In this case, economics ‘Trumps’ policy, and new build coal is decreasingly competitive thanks to cheaper, cleaner energy sources. That being said, the economic “genie” is already out of the bottle when it comes to renewables. We have now reached a fundamental point in our industry where the cost of renewables has undercut that of fossil fuels. Globally, over $349 billion has been invested into renewable generation, with roughly $63 billion in the in the U.S. market.China’s investment in energy is bypassing the United States as the world’s largest energy investor, as it continued to invest over $360 billion in its renewable power sector by 2020.
As unsubsidized solar continues to compete with fossil fuels, the potential for job creation continues to soar. We saw more American jobs created in the renewable and clean tech sector than in the fossil fuel industry in the past year, as solar now employs more Americans than oil, natural gas and coal combined. Wind alone is expected to drive a quarter of a million new jobs by 2020. However, China continues to lead the race, outpacing the U.S. by 500% in renewable job creation as they continue to invest in renewables and natural gas. With some 20 million renewable energy jobs expected to be created globally by 2020, China is poised to become the new economic superpower, leaving the U.S. behind.

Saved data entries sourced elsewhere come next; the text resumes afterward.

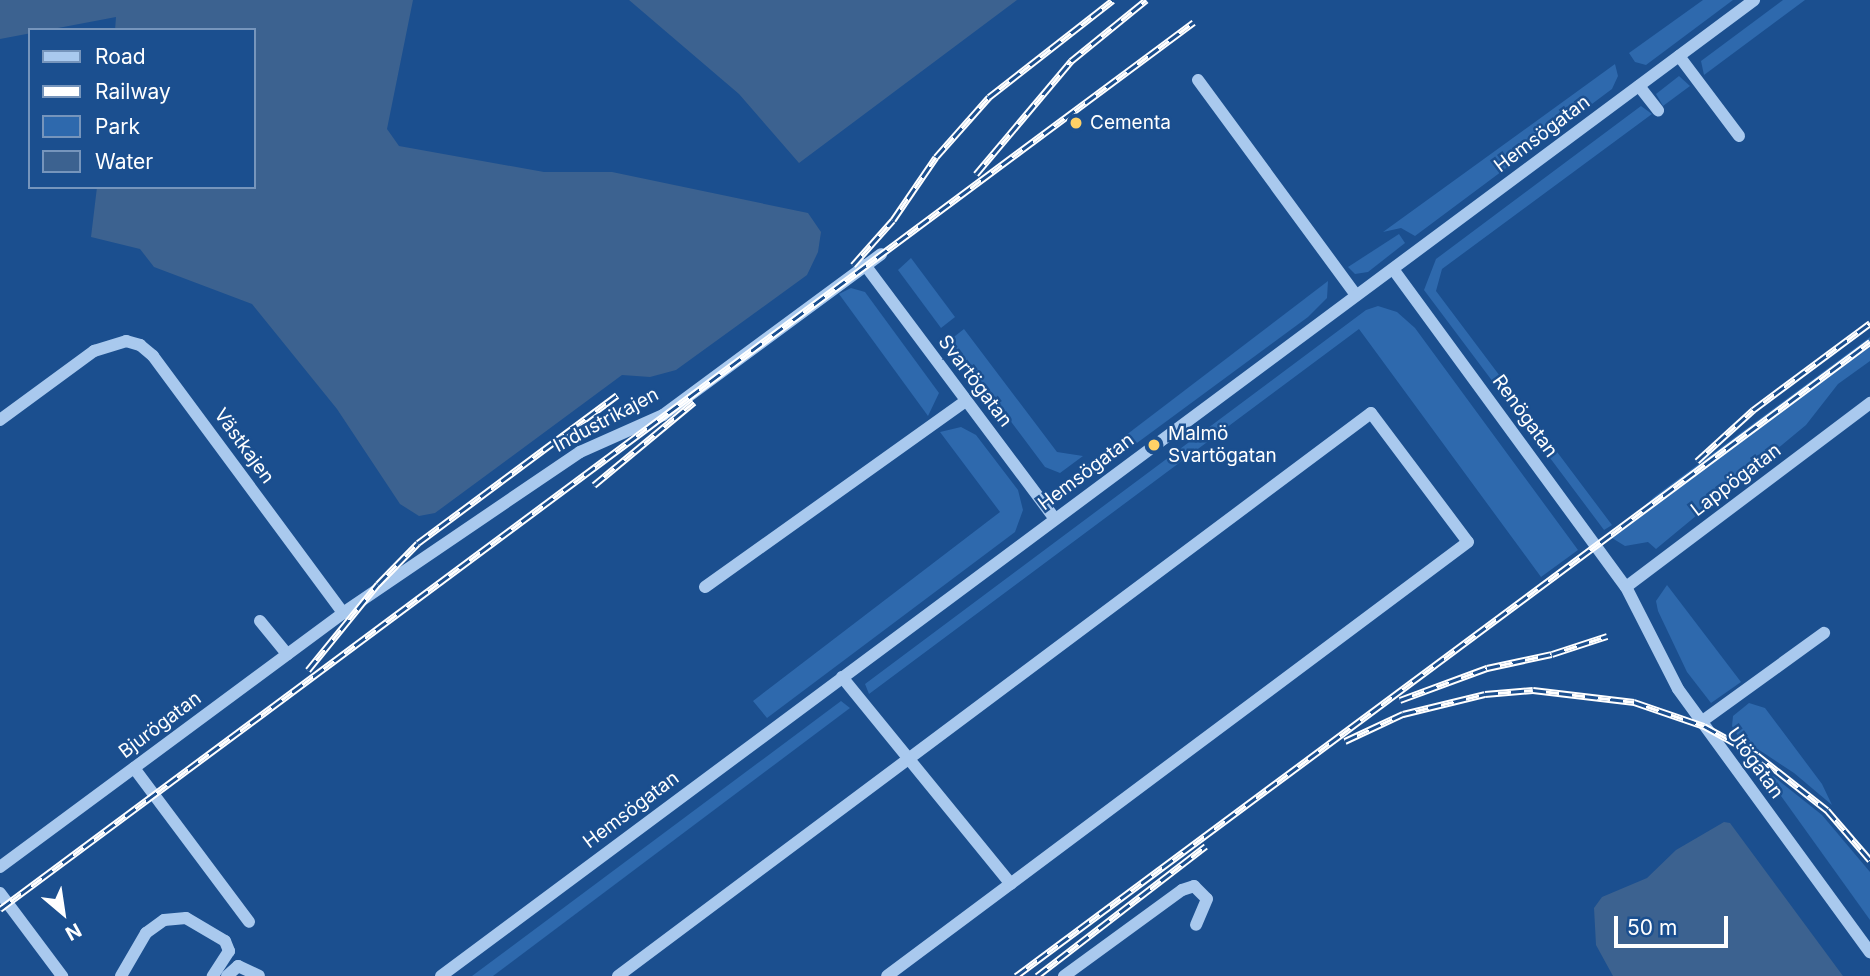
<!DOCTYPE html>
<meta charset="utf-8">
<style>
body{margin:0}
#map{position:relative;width:1870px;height:976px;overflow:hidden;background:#1b4f8f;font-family:Inter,sans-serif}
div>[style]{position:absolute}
.green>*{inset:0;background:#2e69ad}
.water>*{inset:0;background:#3c6290}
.minor>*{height:12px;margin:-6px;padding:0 6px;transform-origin:6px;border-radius:6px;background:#a9c9ee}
.rail>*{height:7px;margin-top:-3.5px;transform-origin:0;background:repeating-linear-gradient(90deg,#1b4f8f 0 13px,#fff 0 26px);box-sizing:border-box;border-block:2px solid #fff}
.dots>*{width:19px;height:19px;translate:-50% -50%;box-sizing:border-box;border:4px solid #1b4f8f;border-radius:50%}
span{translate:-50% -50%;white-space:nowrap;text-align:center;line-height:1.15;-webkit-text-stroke:5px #1b4f8f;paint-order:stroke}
.poi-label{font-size:19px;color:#fff}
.left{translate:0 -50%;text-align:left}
.street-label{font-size:19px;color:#fff}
.legend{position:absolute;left:28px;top:28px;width:228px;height:161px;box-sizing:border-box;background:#1b4f8f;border:2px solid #7695bc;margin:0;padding:9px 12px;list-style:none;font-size:21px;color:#fff}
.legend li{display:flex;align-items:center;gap:14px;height:35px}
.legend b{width:35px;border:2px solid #7695bc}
.north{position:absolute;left:28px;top:878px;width:70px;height:70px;-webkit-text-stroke:5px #1b4f8f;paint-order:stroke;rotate:151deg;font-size:19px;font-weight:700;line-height:28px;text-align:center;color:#fff}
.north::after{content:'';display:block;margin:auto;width:24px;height:32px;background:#fff;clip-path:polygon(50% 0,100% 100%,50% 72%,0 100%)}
.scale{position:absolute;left:1614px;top:916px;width:114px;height:32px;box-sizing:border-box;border:4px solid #fff;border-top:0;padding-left:9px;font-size:21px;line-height:24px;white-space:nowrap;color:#fff;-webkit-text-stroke:5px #1b4f8f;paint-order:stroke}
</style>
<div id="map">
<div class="green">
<div style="clip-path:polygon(1703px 0,1733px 0,1646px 65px,1635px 62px,1629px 53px)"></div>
<div style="clip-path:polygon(1783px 0,1805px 0,1704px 75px,1701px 61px)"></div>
<div style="clip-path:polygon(1615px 64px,1618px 76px,1612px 89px,1415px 236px,1401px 228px,1383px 232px)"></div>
<div style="clip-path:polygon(1679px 76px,1690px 86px,1663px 106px,1656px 94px)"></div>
<div style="clip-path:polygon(1641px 106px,1652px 114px,1442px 269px,1436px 291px,1612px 525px,1604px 530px,1424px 290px,1436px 259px)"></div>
<div style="clip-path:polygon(1399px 234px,1405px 243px,1368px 272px,1355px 274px,1348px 267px)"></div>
<div style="clip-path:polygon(911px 258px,955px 317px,941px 328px,898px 270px)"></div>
<div style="clip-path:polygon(1328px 281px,1327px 298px,1308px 317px,1084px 482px,1058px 487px)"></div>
<div style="clip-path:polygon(851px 288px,865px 292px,939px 393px,928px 416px,839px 294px)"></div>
<div style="clip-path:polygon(1378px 306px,1397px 312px,1415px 328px,1578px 550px,1541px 577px,1359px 329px,869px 694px,865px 684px,1366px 310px)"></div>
<div style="clip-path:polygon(964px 329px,1057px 452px,1083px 456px,1060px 473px,1045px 467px,950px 340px)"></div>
<div style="clip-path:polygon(1870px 337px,1870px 361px,1838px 384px,1806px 425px,1656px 549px,1648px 542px,1625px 546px,1612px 538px,1654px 497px)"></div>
<div style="clip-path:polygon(961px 427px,976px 435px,1018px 490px,1023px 510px,1015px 532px,767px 718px,753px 701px,1000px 512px,940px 432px)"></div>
<div style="clip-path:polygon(1667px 585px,1741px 682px,1711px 703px,1687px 672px,1658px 611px,1656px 601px)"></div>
<div style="clip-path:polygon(841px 701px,850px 708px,493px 976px,472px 976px)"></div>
<div style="clip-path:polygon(1749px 703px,1765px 708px,1822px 784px,1832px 805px,1794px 773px,1738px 736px,1732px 726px,1733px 716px)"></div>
<div style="clip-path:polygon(1758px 764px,1822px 815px,1870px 872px,1870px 920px)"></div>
</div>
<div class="water">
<div style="clip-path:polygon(0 0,413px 0,387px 129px,399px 146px,544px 172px,612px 172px,808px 213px,821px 232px,818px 252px,807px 275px,676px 370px,650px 377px,622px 375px,435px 513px,419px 516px,400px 504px,337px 409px,252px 304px,154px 267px,140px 249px,91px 237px,97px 187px,254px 187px,254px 30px,115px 30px,116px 17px,0 39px)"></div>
<div style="clip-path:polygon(629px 0,1017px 0,799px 163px,739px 94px)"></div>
<div style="clip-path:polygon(1724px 822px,1730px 823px,1843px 976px,1613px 976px,1596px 945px,1594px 908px,1602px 897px,1647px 878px,1676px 850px)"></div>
</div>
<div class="minor">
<div style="left:1679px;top:56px;width:100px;rotate:53.1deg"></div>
<div style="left:1198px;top:80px;width:267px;rotate:53.7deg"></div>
<div style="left:1639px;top:86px;width:31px;rotate:52deg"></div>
<div style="left:865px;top:265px;width:317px;rotate:53.2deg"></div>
<div style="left:1393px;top:269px;width:394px;rotate:53.8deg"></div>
<div style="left:1626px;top:587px;width:114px;rotate:63deg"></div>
<div style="left:1678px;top:689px;width:326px;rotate:53.9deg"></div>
<div style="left:0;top:420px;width:117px;rotate:-36.3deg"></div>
<div style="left:94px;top:351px;width:34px;rotate:-17deg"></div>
<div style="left:126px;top:341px;width:15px;rotate:16deg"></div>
<div style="left:140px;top:345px;width:17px;rotate:40deg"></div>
<div style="left:153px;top:356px;width:320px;rotate:53.5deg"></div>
<div style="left:705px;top:587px;width:320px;rotate:-35.5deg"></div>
<div style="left:1626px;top:587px;width:306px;rotate:-37deg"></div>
<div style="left:260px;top:621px;width:43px;rotate:50.7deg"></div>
<div style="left:842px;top:677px;width:267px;rotate:50.8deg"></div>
<div style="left:1701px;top:722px;width:152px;rotate:-35.9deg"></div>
<div style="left:134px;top:768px;width:192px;rotate:53.2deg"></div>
<div style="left:0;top:867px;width:427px;rotate:-36.5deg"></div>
<div style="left:343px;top:613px;width:287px;rotate:-34.2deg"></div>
<div style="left:580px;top:452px;width:91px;rotate:-24deg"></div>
<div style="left:663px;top:415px;width:271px;rotate:-36.4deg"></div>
<div style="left:0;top:893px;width:104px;rotate:53.2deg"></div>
<div style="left:121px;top:976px;width:50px;rotate:-59.8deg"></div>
<div style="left:146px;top:933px;width:22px;rotate:-36deg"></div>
<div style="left:164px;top:920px;width:22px;rotate:-5deg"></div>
<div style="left:186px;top:918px;width:45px;rotate:30.5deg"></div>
<div style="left:225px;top:941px;width:11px;rotate:68deg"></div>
<div style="left:229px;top:951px;width:30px;rotate:123deg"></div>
<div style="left:227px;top:976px;width:15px;rotate:-42deg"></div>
<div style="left:238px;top:966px;width:23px;rotate:25deg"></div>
<div style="left:441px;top:976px;width:1636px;rotate:-36.62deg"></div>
<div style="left:618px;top:976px;width:940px;rotate:-36.78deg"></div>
<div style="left:1371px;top:413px;width:161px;rotate:53.1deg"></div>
<div style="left:1468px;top:542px;width:725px;rotate:143.24deg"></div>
<div style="left:1064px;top:976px;width:146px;rotate:-36.1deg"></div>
<div style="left:1182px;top:890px;width:13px;rotate:-18deg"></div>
<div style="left:1194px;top:886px;width:18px;rotate:45deg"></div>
<div style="left:1207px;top:899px;width:28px;rotate:113deg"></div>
</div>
<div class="rail">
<div style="left:976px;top:174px;width:148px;rotate:-49.9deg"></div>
<div style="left:1071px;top:61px;width:97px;rotate:-39.1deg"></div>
<div style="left:853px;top:265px;width:60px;rotate:-48.4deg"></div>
<div style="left:893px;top:220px;width:76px;rotate:-55.7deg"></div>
<div style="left:936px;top:157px;width:80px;rotate:-48.5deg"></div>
<div style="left:989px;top:97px;width:157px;rotate:-38deg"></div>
<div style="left:1697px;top:461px;width:76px;rotate:-42.3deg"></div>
<div style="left:1753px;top:410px;width:146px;rotate:-36.6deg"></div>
<div style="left:594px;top:485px;width:130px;rotate:-39.7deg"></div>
<div style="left:308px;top:670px;width:111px;rotate:-50.9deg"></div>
<div style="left:378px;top:584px;width:57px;rotate:-45.7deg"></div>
<div style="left:418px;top:543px;width:248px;rotate:-36.6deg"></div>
<div style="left:1400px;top:700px;width:93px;rotate:-20.2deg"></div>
<div style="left:1487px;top:668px;width:66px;rotate:-12.2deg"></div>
<div style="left:1552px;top:654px;width:58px;rotate:-18.1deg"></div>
<div style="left:1345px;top:741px;width:64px;rotate:-25deg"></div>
<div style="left:1403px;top:714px;width:84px;rotate:-13.7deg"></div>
<div style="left:1485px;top:694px;width:48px;rotate:-4.8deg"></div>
<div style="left:1533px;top:690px;width:102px;rotate:6.8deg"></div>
<div style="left:1634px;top:702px;width:74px;rotate:18.9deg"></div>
<div style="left:1704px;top:726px;width:60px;rotate:28.7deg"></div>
<div style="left:1757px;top:755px;width:89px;rotate:38.2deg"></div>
<div style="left:1827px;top:810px;width:66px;rotate:49.3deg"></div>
<div style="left:0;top:909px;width:1487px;rotate:-36.61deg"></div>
<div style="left:1016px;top:976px;width:1064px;rotate:-36.59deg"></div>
<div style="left:1037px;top:976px;width:213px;rotate:-37.6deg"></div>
</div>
<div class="dots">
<div style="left:1076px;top:123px;background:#ffd166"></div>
<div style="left:1154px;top:445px;background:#ffd166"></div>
</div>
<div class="poi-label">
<span class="left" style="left:1090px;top:123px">Cementa</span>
<span class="left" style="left:1168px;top:445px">Malmö<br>Svartögatan</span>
</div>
<div class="street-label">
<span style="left:1542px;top:134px;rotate:-37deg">Hemsögatan</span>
<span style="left:975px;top:381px;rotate:53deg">Svartögatan</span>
<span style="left:1525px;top:416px;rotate:54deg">Renögatan</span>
<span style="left:606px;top:420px;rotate:-28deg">Industrikajen</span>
<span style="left:244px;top:446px;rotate:54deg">Västkajen</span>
<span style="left:1086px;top:472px;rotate:-37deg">Hemsögatan</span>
<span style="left:1736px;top:480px;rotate:-37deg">Lappögatan</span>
<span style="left:160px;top:725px;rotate:-37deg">Bjurögatan</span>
<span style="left:1755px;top:763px;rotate:54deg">Utögatan</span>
<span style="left:631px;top:810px;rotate:-37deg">Hemsögatan</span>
</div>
<ul class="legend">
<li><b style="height:9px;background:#a9c9ee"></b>Road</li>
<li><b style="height:9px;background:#fff"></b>Railway</li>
<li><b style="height:19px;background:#2e69ad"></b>Park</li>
<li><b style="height:19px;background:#3c6290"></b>Water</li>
</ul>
<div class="north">N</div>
<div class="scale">50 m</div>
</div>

The impact of President Trump’s decision today goes well beyond America’s domestic economy. By pulling out of this landmark agreement, he has effectively isolated America from the rest of the world in the fight against climate change. As the leader of the world’s largest superpower, he has given up the United States position as a leader in the development of green economies to the EU and China. However, if he is successful at renegotiating the Paris Agreement’s terms or bargaining a new agreement, there may be a chance for redemption. If not, the responsibility lies even more on cities and the private sector to keep driving the demand, innovation and investment. At Mercatus, we will continue our mission in enabling the multi-trillion-dollar transformation needed to support renewable technology. In order to succeed, power producers will need all of the investment funding and low-cost capital that they can get to put more renewable projects online. Because in our race to curb global warming, clean energy is our only hope for a sustainable future; and that’s something that goes beyond one president.